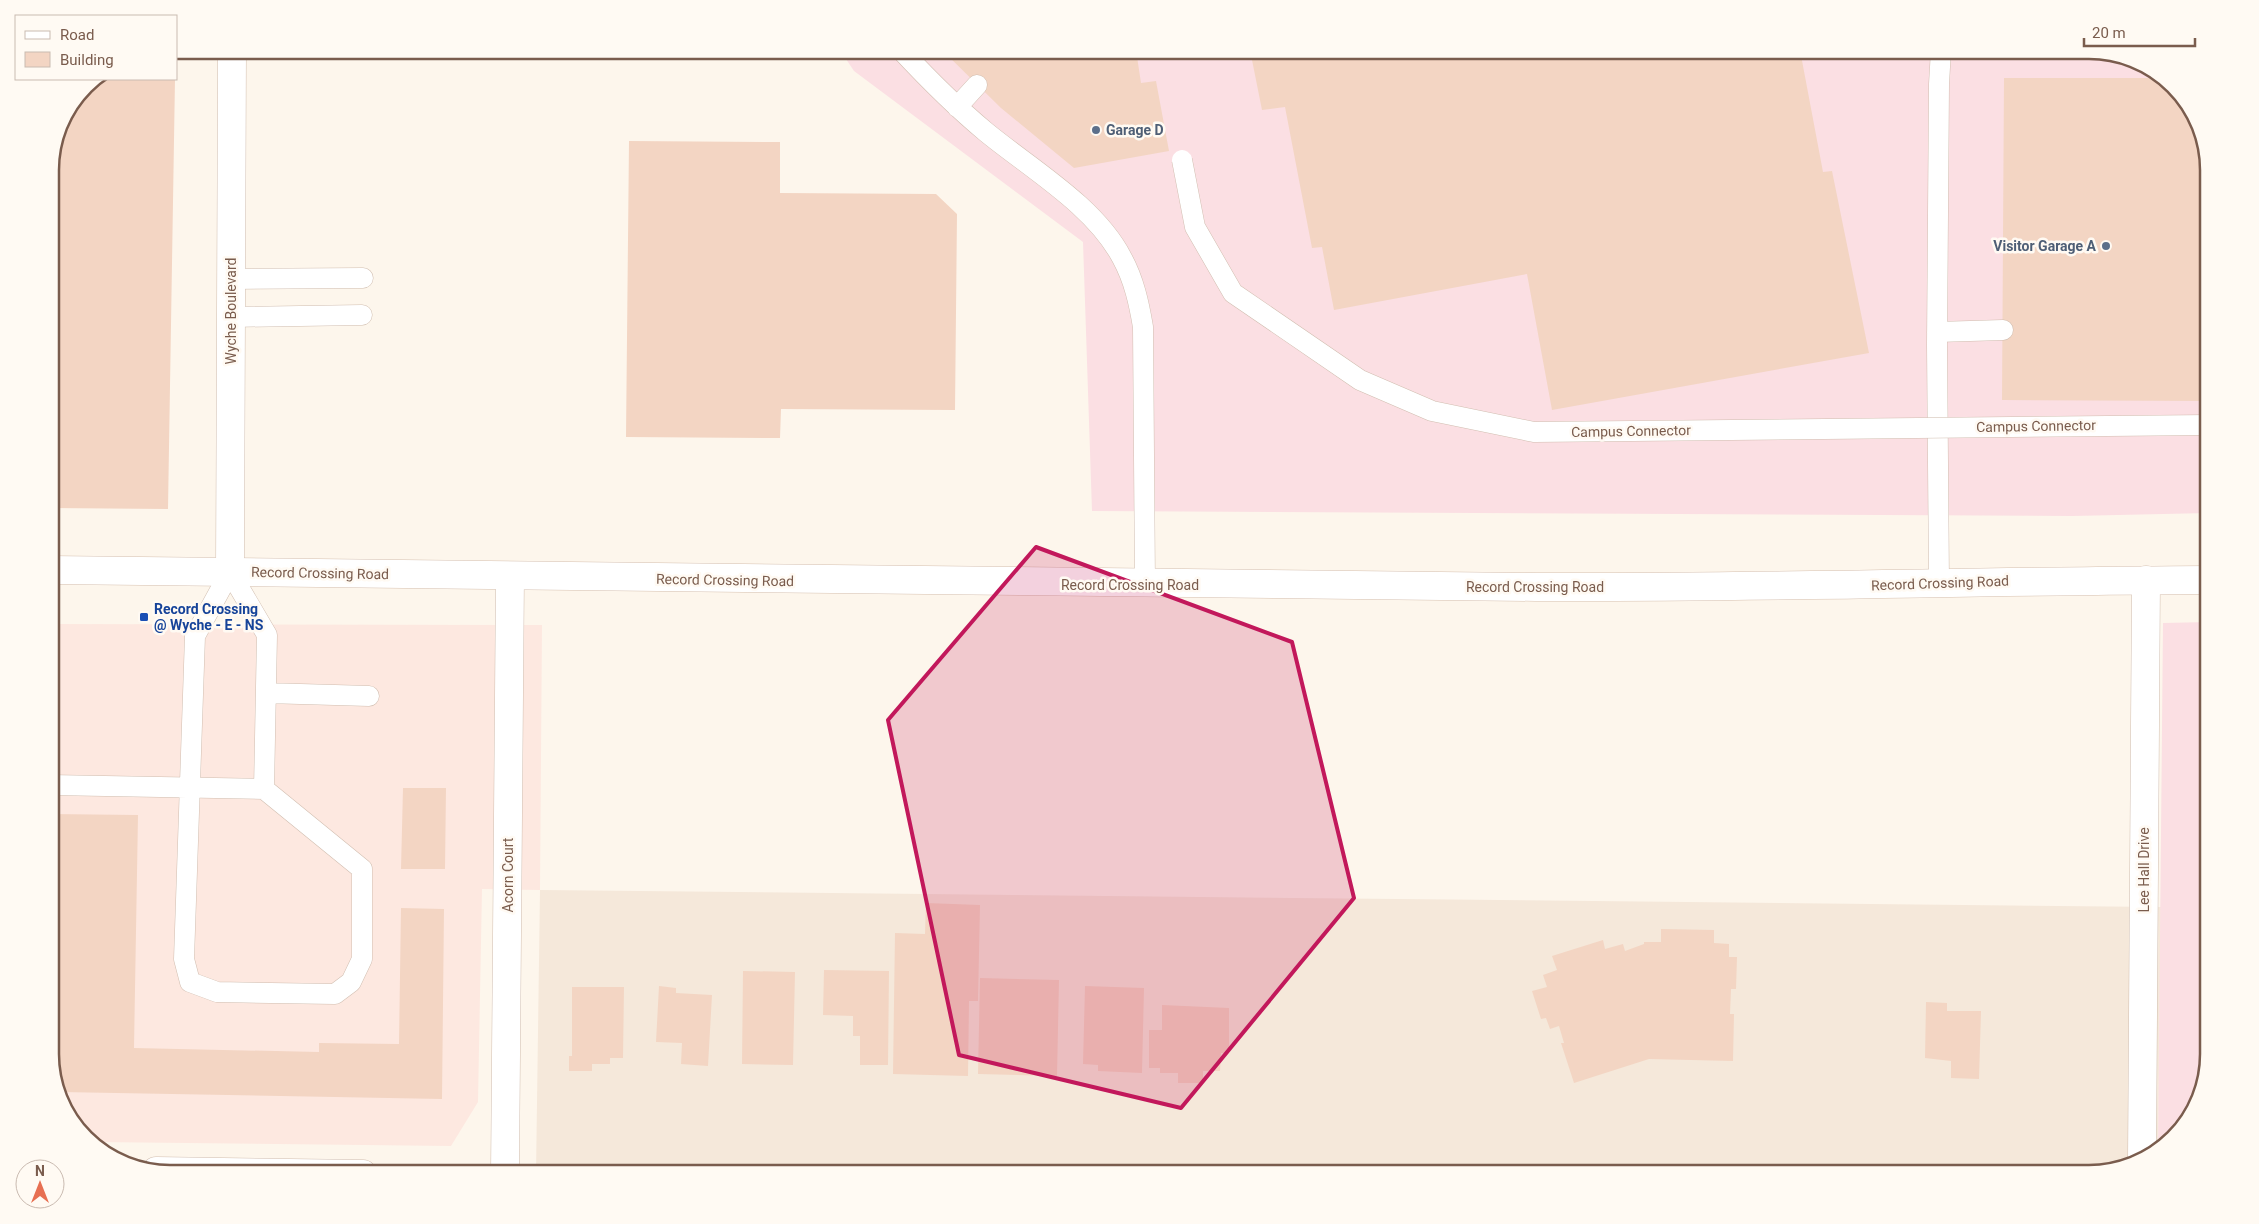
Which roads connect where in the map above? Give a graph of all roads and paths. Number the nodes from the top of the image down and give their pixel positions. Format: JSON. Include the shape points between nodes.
{"nodes":[{"id":1,"x":232,"y":59,"type":"edge"},
{"id":2,"x":910,"y":59,"type":"edge"},
{"id":3,"x":1941,"y":59,"type":"edge"},
{"id":4,"x":977,"y":85,"type":"dead end"},
{"id":5,"x":957,"y":106,"type":"junction"},
{"id":6,"x":1182,"y":160,"type":"dead end"},
{"id":7,"x":363,"y":278,"type":"dead end"},
{"id":8,"x":231,"y":280,"type":"junction"},
{"id":9,"x":362,"y":315,"type":"dead end"},
{"id":10,"x":231,"y":317,"type":"junction"},
{"id":11,"x":2003,"y":330,"type":"dead end"},
{"id":12,"x":1937,"y":332,"type":"junction"},
{"id":13,"x":2200,"y":425,"type":"edge"},
{"id":14,"x":59,"y":570,"type":"edge"},
{"id":15,"x":230,"y":572,"type":"junction"},
{"id":16,"x":510,"y":576,"type":"junction"},
{"id":17,"x":2146,"y":580,"type":"junction"},
{"id":18,"x":2200,"y":580,"type":"edge"},
{"id":19,"x":1939,"y":582,"type":"junction"},
{"id":20,"x":1145,"y":585,"type":"junction"},
{"id":21,"x":266,"y":693,"type":"junction"},
{"id":22,"x":369,"y":696,"type":"dead end"},
{"id":23,"x":59,"y":785,"type":"edge"},
{"id":24,"x":189,"y":788,"type":"junction"},
{"id":25,"x":264,"y":789,"type":"junction"},
{"id":26,"x":2142,"y":1152,"type":"edge"},
{"id":27,"x":505,"y":1165,"type":"edge"}],
"edges":[{"from":1,"to":8,"type":"street","name":"Wyche Boulevard"},
{"from":2,"to":5,"type":"lane"},
{"from":3,"to":12,"type":"lane"},
{"from":4,"to":5,"type":"lane"},
{"from":5,"to":20,"type":"lane","via":[[1096,221],[1122,257],[1138,295],[1143,327]]},
{"from":6,"to":13,"type":"lane","name":"Campus Connector","bridge":true,"via":[[1195,227],[1233,293],[1360,380],[1432,411],[1534,432]]},
{"from":7,"to":8,"type":"lane"},
{"from":8,"to":10,"type":"street","name":"Wyche Boulevard"},
{"from":9,"to":10,"type":"lane"},
{"from":10,"to":15,"type":"street","name":"Wyche Boulevard"},
{"from":11,"to":12,"type":"lane"},
{"from":12,"to":19,"type":"lane"},
{"from":14,"to":15,"type":"street","name":"Record Crossing Road"},
{"from":15,"to":16,"type":"street","name":"Record Crossing Road"},
{"from":15,"to":21,"type":"lane","via":[[267,635]]},
{"from":15,"to":24,"type":"lane","via":[[195,636]]},
{"from":16,"to":20,"type":"street","name":"Record Crossing Road"},
{"from":16,"to":27,"type":"street","name":"Acorn Court"},
{"from":17,"to":18,"type":"street","name":"Record Crossing Road"},
{"from":17,"to":19,"type":"street","name":"Record Crossing Road"},
{"from":17,"to":26,"type":"street","name":"Lee Hall Drive"},
{"from":19,"to":20,"type":"street","name":"Record Crossing Road","via":[[1846,586]]},
{"from":21,"to":22,"type":"lane"},
{"from":21,"to":25,"type":"lane"},
{"from":23,"to":24,"type":"lane"},
{"from":24,"to":25,"type":"lane"},
{"from":24,"to":25,"type":"lane","via":[[184,959],[190,982],[217,992],[334,994],[351,982],[362,959],[362,869]]}]}
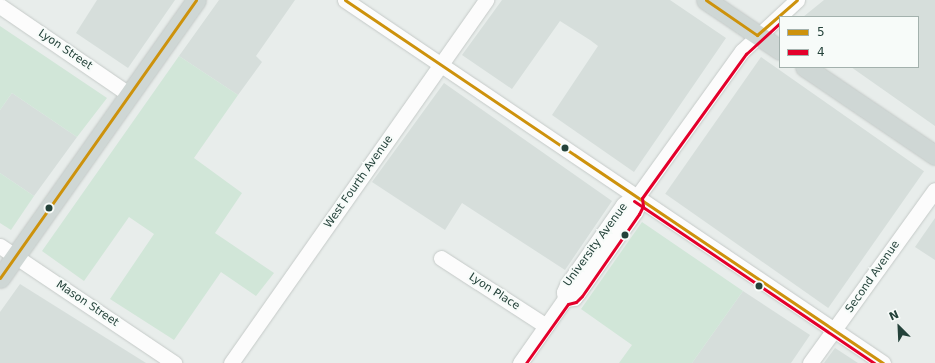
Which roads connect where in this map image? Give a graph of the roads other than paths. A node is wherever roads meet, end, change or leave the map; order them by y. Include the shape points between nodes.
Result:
1 (196, 0) edge
2 (345, 0) edge
3 (486, 0) edge
4 (706, 0) edge
5 (797, 0) edge
6 (0, 6) edge
7 (757, 34) junction
8 (779, 49) edge
9 (441, 65) junction
10 (806, 68) edge
11 (130, 95) junction
12 (935, 155) edge
13 (935, 190) edge
14 (637, 197) junction
15 (0, 246) edge
16 (16, 256) junction
17 (441, 258) dead end
18 (0, 278) edge
19 (546, 326) junction
20 (835, 330) junction
21 (523, 362) edge
22 (174, 363) edge
23 (231, 363) edge
24 (810, 363) edge
25 (883, 363) edge

1 - 11 main road
2 - 9 street
3 - 9 street, West Fourth Avenue
4 - 7 main road
5 - 7 street, University Avenue
6 - 11 street, Lyon Street
7 - 8 main road
7 - 14 street, University Avenue
9 - 14 street
9 - 23 street, West Fourth Avenue
10 - 12 main road
11 - 16 main road
13 - 20 street, Second Avenue
14 - 19 street, University Avenue via 638,205 635,212 578,293 574,298 565,299
14 - 20 street
15 - 16 street, Mason Street
16 - 18 main road
16 - 22 street, Mason Street
17 - 19 street, Lyon Place
19 - 21 street, University Avenue
20 - 24 street, Second Avenue
20 - 25 street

■ EXERCISE PROMPT ■
Would you show each line of the material above that contains the string "main"?

■ WRITTEN ANSWER ■
1 - 11 main road
4 - 7 main road
7 - 8 main road
10 - 12 main road
11 - 16 main road
16 - 18 main road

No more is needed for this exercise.